For reference: I reviewed your notes, and found them very handy on both topics...
a) Windows XP Remote Desktop access to Apple Mac Mini.
b) Getting Mac Mini connected to my Sony Wega TV

a) Downloaded and installed UltraVNC 1.0.2, and ran the Viewer (I have no need for the Server)., down load is free.
Log into the IP address of the Apple Mac Mini, using the name and password set in Systems Preferences/Sharing/Apple Remote Desktop.

Resolution set to 800x600 (interlaced), 60 Hz (NTSC) which creates less flicker on the Sony Wega TV in DRC-MF: DRC1250 mode [double number of lines and dots] than PAL
1024x768 also works fine with UltraVNC 1.0.2, but text is too small to be viewed on the Sony TV.

I was unable to included a sample screen capture from UltraVNC 1.0.2, running on my Sony VAIO.

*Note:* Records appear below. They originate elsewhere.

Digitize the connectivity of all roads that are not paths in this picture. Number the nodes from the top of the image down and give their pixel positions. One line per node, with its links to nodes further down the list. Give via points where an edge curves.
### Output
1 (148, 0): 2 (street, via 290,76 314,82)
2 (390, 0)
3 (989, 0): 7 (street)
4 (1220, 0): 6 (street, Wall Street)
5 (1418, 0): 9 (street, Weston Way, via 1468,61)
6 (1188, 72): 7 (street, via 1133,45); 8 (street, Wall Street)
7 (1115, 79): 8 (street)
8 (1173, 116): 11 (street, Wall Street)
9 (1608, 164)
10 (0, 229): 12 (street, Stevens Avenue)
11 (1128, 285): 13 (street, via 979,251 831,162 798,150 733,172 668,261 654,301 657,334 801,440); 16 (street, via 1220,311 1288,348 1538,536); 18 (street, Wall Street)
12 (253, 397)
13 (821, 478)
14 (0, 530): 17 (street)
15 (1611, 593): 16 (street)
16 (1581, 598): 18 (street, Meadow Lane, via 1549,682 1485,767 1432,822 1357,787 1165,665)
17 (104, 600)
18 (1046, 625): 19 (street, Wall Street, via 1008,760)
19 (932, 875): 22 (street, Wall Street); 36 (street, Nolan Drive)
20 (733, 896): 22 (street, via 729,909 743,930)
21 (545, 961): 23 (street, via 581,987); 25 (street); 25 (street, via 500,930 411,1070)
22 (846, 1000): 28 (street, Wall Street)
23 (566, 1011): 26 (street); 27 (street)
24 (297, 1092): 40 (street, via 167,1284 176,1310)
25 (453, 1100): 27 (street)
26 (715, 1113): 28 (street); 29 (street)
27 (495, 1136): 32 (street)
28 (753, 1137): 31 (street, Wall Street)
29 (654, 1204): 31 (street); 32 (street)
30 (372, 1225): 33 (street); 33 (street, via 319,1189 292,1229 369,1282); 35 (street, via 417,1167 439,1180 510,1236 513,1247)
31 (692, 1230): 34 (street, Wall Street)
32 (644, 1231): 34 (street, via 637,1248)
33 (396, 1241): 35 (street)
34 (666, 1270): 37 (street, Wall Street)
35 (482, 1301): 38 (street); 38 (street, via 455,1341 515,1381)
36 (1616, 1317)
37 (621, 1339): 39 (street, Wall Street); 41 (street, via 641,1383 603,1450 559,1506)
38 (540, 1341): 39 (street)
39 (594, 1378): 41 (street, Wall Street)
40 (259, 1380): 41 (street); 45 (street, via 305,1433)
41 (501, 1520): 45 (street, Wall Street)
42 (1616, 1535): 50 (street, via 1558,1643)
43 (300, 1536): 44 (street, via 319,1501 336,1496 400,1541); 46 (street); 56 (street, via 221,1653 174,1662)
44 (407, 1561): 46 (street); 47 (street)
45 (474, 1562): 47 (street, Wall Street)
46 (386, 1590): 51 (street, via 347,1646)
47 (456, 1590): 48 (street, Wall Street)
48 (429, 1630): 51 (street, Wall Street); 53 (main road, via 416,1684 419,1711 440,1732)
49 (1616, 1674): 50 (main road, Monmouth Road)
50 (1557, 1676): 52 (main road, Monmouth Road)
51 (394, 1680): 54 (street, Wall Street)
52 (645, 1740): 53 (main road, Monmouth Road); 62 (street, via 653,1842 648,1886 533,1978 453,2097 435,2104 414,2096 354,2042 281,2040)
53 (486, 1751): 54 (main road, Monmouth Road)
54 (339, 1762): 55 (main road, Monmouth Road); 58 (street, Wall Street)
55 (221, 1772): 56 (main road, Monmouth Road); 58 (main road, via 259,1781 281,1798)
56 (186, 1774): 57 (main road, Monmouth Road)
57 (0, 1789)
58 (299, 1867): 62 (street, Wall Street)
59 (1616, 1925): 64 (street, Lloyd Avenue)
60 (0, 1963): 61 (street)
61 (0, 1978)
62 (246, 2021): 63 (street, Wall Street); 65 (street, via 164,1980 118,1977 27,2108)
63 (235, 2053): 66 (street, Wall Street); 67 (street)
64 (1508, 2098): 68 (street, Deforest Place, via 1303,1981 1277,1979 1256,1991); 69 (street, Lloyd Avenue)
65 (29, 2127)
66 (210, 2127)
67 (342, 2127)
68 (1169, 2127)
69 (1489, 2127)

b) The Apple DVI to S-Video adaptor ($25.00) worked just fine for me. The picture is a little short of the full screen all around 5mm, and the left hand egde has a small 5 mm full height S bend in it. I would like to get figure out why and fix it.
I have been looking for a DVI to Component Video Conversion, but find it is expensive and feel it will probably not improve performance. Any thoughts would be apreciated...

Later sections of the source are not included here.